« C’est ici que nous apparaît la supériorité évidente de la chenille sur la roue. »
(Georges-Marie HAARDT & Louis AUDOUIN-DUBREUIL.
La Première Traversée du Sahara en automobile.
Paris, Librairie Plon. 1924.)
Alors que nous étions gaillardement partis pour découvrir les sources du Nil, mon ami Luc Lamy (dit aussi l’Africain, tant il l’est africain, bien plus en tout cas que sa véritable nationalité ne le laisserait supposer) et moi-même, nous sommes soudain rendus compte, alors que nous étions déjà à mi-chemin et que les bistros se faisaient de plus en plus rares voire inexistants, que les dites sources étaient somme toute déjà connues, grosso modo, que par ailleurs elles ne devaient délivrer qu’une eau douce, plate qui plus est, tout juste bonne à noyer le pastis (ce qui au demeurant n’est pas rien mais ne justifiait pas que l’on usât pour cela nos chenilles et notre belle jeunesse, sans parler des inconvénients liés à la présence d’indigènes qui avaient le front ces drôles de se croire chez eux).
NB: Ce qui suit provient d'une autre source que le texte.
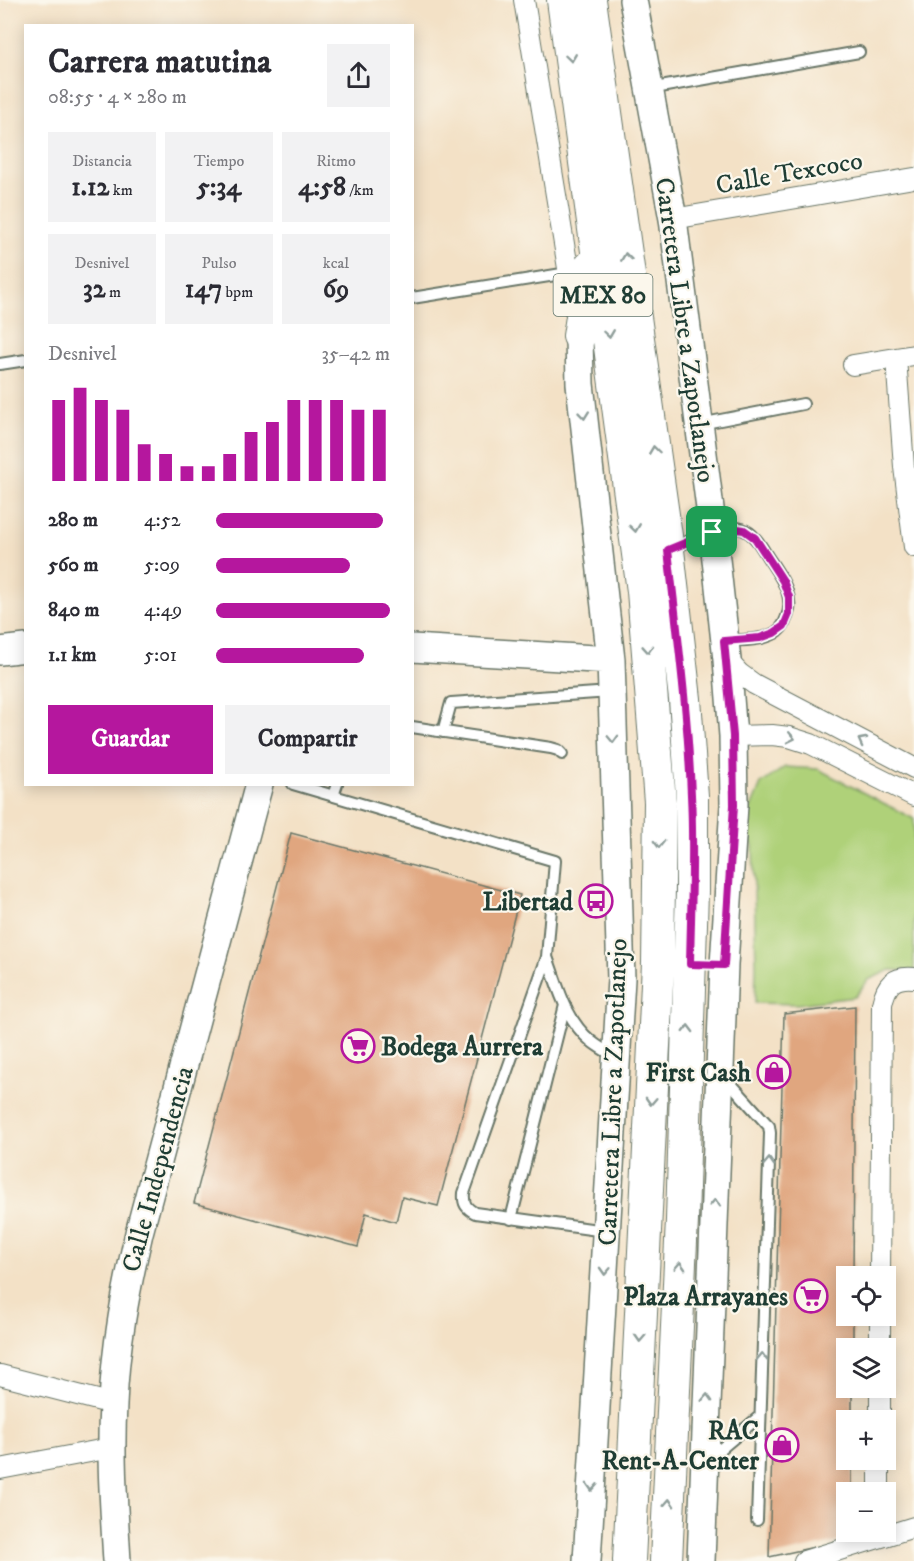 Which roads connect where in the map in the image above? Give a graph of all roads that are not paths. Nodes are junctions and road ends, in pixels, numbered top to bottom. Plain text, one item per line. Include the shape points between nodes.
1 (524, 0) edge
2 (563, 0) edge
3 (590, 0) edge
4 (633, 0) edge
5 (859, 52) dead end
6 (648, 89) junction
7 (914, 178) edge
8 (673, 219) junction
9 (595, 234) junction
10 (568, 273) junction
11 (414, 298) edge
12 (579, 336) junction
13 (905, 357) edge
14 (24, 360) edge
15 (0, 364) edge
16 (853, 365) dead end
17 (803, 404) dead end
18 (699, 424) junction
19 (712, 532) junction
20 (914, 547) edge
21 (668, 550) junction
22 (24, 648) edge
23 (414, 648) edge
24 (0, 651) edge
25 (725, 651) junction
26 (611, 660) junction
27 (612, 692) junction
28 (414, 727) edge
29 (443, 732) junction
30 (733, 736) junction
31 (562, 754) dead end
32 (914, 768) edge
33 (258, 786) edge
34 (300, 786) edge
35 (336, 786) edge
36 (914, 795) edge
37 (333, 796) junction
38 (547, 957) junction
39 (621, 961) junction
40 (658, 963) junction
41 (690, 964) junction
42 (724, 965) junction
43 (914, 978) edge
44 (565, 1005) junction
45 (616, 1057) junction
46 (720, 1071) junction
47 (511, 1218) junction
48 (607, 1231) junction
49 (880, 1266) edge
50 (0, 1375) edge
51 (112, 1404) junction
52 (760, 1416) junction
53 (111, 1448) junction
54 (705, 1462) junction
55 (0, 1469) edge
56 (756, 1520) dead end
57 (914, 1527) edge
58 (896, 1531) edge
59 (857, 1542) edge
60 (117, 1561) edge
61 (587, 1561) edge
62 (629, 1561) edge
63 (666, 1561) edge
64 (701, 1561) edge
65 (804, 1561) edge

1 - 10 street
2 -> 9 main road, Carretera Libre a Zapotlanejo / MEX 80
21 -> 3 main road, Carretera Libre a Zapotlanejo / MEX 80
4 - 6 street, Carretera Libre a Zapotlanejo
5 - 6 lane
6 - 8 street, Carretera Libre a Zapotlanejo
7 - 8 street, Calle Texcoco
8 - 18 street, Carretera Libre a Zapotlanejo
9 - 12 main road
9 -> 40 main road, Carretera Libre a Zapotlanejo / MEX 80 via 643,591 660,802
10 - 11 lane
10 - 12 street
12 -> 26 street, Carretera Libre a Zapotlanejo via 580,384
13 - 16 street
13 - 20 street via 904,467
14 - 15 lane
17 - 18 lane
18 - 19 street, Carretera Libre a Zapotlanejo
19 - 21 lane
19 - 25 street, Carretera Libre a Zapotlanejo
19 - 25 lane via 731,528 744,530 755,538 789,597 784,626
21 - 41 main road, Carretera Libre a Zapotlanejo / MEX 80 via 692,796
22 - 24 street
23 - 26 street
25 - 30 street, Carretera Libre a Zapotlanejo
32 -> 25 street via 754,684 739,673
26 - 27 street, Carretera Libre a Zapotlanejo
27 - 29 lane via 451,703
27 -> 39 street, Carretera Libre a Zapotlanejo
28 - 29 lane
29 - 31 lane via 550,748
30 -> 36 street via 772,735 811,744
30 - 42 street, Carretera Libre a Zapotlanejo via 734,805
33 - 51 street, Calle Independencia via 139,1233 125,1293
34 - 37 lane
35 - 37 lane
37 - 38 lane via 555,861
38 - 44 lane
38 - 47 lane via 464,1193 463,1202 468,1209
39 - 40 street
39 - 45 street, Carretera Libre a Zapotlanejo
40 - 41 street
40 -> 62 main road, Carretera Libre a Zapotlanejo / MEX 80
41 - 42 street
63 -> 41 main road, Carretera Libre a Zapotlanejo / MEX 80
42 - 46 street, Carretera Libre a Zapotlanejo
43 - 49 street via 890,984 882,1004
44 - 45 lane via 591,1041
44 - 47 lane
45 - 48 street, Carretera Libre a Zapotlanejo
52 -> 46 lane via 770,1133 769,1126
54 -> 46 street, Carretera Libre a Zapotlanejo
47 - 48 lane
48 -> 61 street, Carretera Libre a Zapotlanejo
50 - 51 street
51 - 53 street, Calle Independencia
52 - 54 lane
52 - 56 lane
53 - 55 street
53 - 60 street, Calle Independencia
54 - 64 street, Carretera Libre a Zapotlanejo
57 - 58 street
59 - 65 street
Bref, tout ceci nous a donné à réfléchir. Pas longtemps : comme un seul homme nous avons fait demi tour, roulant jour et nuit jusqu’à Mostaganem où nous avons bu l’anisette jusqu’à plus soif.
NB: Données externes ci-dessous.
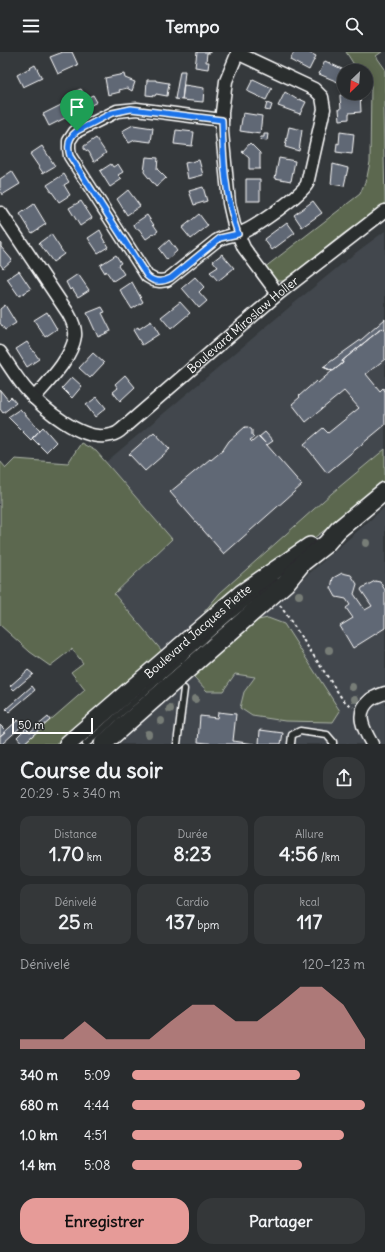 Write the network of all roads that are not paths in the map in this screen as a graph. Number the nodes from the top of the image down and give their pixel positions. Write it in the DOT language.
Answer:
graph roads {
  1 [pos="238,52"];
  2 [pos="222,120"];
  3 [pos="385,211"];
  4 [pos="1,213"];
  5 [pos="238,234"];
  6 [pos="278,294"];
  7 [pos="0,352"];
  8 [pos="34,398"];
  9 [pos="385,491"];
  10 [pos="306,554"];
  11 [pos="277,578"];
  12 [pos="184,690"];
  13 [pos="385,693"];
  14 [pos="68,744"];
  15 [pos="86,744"];
  16 [pos="103,744"];
  17 [pos="177,744"];
  18 [pos="291,744"];
  19 [pos="332,744"];
  20 [pos="372,744"];
  1 -- 2 [label="street"];
  1 -- 5 [label="street"];
  2 -- 5 [label="street"];
  2 -- 5 [label="street"];
  3 -- 6 [label="street, Boulevard Miroslaw Holler"];
  4 -- 8 [label="street"];
  5 -- 6 [label="street"];
  6 -- 8 [label="street, Boulevard Miroslaw Holler"];
  7 -- 8 [label="street"];
  9 -- 10 [label="main road, Boulevard Jacques Piette"];
  10 -- 11 [label="lane"];
  10 -- 11 [label="lane"];
  10 -- 14 [label="main road, Boulevard Jacques Piette"];
  10 -- 16 [label="main road, Boulevard Jacques Piette"];
  11 -- 15 [label="lane"];
  12 -- 17 [label="lane"];
  13 -- 20 [label="street"];
  18 -- 19 [label="lane"];
}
Suite à quoi, ayant dédommagé grassement notre chauffeur, Marcel, un ancien des bataillons d’Afrique, un as du volant, ce que nous avons pu tourner en rond lors de ce périple c’est à peine croyable, fine gâchette de surcroît, combien de fois nous a-t-il tiré d’embarras comme cette nuit où nous avions aimablement invité sous notre tente quelques femelles du coin en vu de notre joie, nous décidâmes de retraverser la méditerranée pour nous attaquer cette fois aux sources du Montrachet. Oui, nous ne manquions pas d’audace à cette époque.